アンパサンド	アンパサンド（&amp;, ）は、並立助詞「…と…」を意味する記号である。ラテン
言語	言語（げんご）は、広辞苑や大辞泉には次のように解説されている。『日本大百科事典』
日本語	 日本語（にほんご、にっぽんご）は、日本国内や、かつての日本領だった国、そして日
地理学	地理学（ちりがく、、、伊：geografia、）は、。地域や空間、場所、自然環境
EU (曖昧さ回避)	EU
国の一覧	国の一覧（くにのいちらん）は、世界の独立国の一覧。
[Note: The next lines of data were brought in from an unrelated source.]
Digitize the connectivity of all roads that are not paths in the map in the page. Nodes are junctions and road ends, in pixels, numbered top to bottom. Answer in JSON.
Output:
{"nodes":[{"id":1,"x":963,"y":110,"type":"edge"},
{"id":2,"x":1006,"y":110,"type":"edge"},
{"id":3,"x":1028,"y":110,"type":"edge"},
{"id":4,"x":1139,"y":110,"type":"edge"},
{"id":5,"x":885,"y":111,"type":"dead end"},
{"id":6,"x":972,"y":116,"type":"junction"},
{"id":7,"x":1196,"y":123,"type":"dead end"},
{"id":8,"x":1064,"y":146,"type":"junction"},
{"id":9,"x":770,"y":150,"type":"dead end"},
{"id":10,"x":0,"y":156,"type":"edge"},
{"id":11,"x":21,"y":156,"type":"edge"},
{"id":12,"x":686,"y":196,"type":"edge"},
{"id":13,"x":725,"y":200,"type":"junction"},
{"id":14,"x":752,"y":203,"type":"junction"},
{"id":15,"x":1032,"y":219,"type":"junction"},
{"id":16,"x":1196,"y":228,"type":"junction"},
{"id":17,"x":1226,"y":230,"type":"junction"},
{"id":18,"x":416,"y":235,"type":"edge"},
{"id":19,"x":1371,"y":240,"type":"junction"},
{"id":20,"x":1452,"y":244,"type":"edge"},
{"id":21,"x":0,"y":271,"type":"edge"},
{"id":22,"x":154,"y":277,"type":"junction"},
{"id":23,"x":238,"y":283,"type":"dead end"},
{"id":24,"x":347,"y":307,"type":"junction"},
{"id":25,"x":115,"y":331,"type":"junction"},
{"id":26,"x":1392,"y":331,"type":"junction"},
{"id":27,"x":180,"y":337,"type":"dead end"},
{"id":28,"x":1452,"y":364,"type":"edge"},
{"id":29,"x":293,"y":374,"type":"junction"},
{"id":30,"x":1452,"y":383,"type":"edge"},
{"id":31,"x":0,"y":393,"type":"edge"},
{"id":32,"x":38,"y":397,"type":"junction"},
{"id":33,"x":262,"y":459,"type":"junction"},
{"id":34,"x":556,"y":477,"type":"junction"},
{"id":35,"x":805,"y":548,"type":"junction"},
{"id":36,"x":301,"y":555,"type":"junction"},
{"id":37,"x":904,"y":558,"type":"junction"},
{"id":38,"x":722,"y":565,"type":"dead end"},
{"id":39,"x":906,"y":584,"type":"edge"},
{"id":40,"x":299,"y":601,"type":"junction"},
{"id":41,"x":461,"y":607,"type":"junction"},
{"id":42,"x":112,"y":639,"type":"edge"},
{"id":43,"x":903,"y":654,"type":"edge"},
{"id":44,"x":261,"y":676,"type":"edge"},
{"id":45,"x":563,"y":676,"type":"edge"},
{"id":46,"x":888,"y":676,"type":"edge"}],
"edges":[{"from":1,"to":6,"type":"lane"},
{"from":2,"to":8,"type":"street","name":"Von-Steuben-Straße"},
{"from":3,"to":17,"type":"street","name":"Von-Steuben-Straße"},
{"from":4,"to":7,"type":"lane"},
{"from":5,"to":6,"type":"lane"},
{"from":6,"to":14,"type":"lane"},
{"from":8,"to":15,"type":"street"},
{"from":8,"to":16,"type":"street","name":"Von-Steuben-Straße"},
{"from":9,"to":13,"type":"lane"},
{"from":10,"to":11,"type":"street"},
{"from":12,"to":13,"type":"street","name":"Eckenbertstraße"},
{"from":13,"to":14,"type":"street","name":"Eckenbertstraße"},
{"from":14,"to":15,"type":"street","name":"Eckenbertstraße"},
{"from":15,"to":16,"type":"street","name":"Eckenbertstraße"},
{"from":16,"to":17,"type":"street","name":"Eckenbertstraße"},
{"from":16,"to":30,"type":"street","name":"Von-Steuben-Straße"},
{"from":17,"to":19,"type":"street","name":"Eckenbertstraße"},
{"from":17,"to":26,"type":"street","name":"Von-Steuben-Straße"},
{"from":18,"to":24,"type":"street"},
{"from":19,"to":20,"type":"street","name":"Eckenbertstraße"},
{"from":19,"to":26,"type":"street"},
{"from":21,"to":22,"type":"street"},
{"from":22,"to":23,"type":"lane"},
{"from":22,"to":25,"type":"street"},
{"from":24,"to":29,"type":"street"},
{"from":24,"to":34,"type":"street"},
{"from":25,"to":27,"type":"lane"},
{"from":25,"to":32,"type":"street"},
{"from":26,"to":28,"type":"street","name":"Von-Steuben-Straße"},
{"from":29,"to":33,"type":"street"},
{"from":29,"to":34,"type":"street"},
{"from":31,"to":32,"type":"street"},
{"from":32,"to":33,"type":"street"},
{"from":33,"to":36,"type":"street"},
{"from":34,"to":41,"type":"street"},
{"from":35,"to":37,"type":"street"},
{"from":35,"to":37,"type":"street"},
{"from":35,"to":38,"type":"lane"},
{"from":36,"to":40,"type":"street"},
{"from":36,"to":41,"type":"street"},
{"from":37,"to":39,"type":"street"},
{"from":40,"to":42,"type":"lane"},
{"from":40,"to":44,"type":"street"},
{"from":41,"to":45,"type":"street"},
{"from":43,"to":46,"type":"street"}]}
対象.国際法上国家と言えるか否

Groongaのインストール

!sudo apt-get -y install software-properties-common
!sudo add-apt-repository -y universe
!sudo add-apt-repository -y ppa:groonga/ppa
!sudo apt-get update
!sudo apt-get jq
!sudo apt-get -y install groonga
!groonga --version

Reading package lists... Done
Building dependency tree       
Reading state information... Done
software-properties-common is already the newest version (0.96.24.32.18).
The following package was automatically installed and is no longer required:
  libnvidia-common-470
・
・
・
Groonga 12.0.1 [linux-gnu,x86_64,utf8,match-escalation-threshold=0,nfkc,mecab,message-pack,mruby,onigmo,zlib,lz4,zstandard,epoll,rapidjson]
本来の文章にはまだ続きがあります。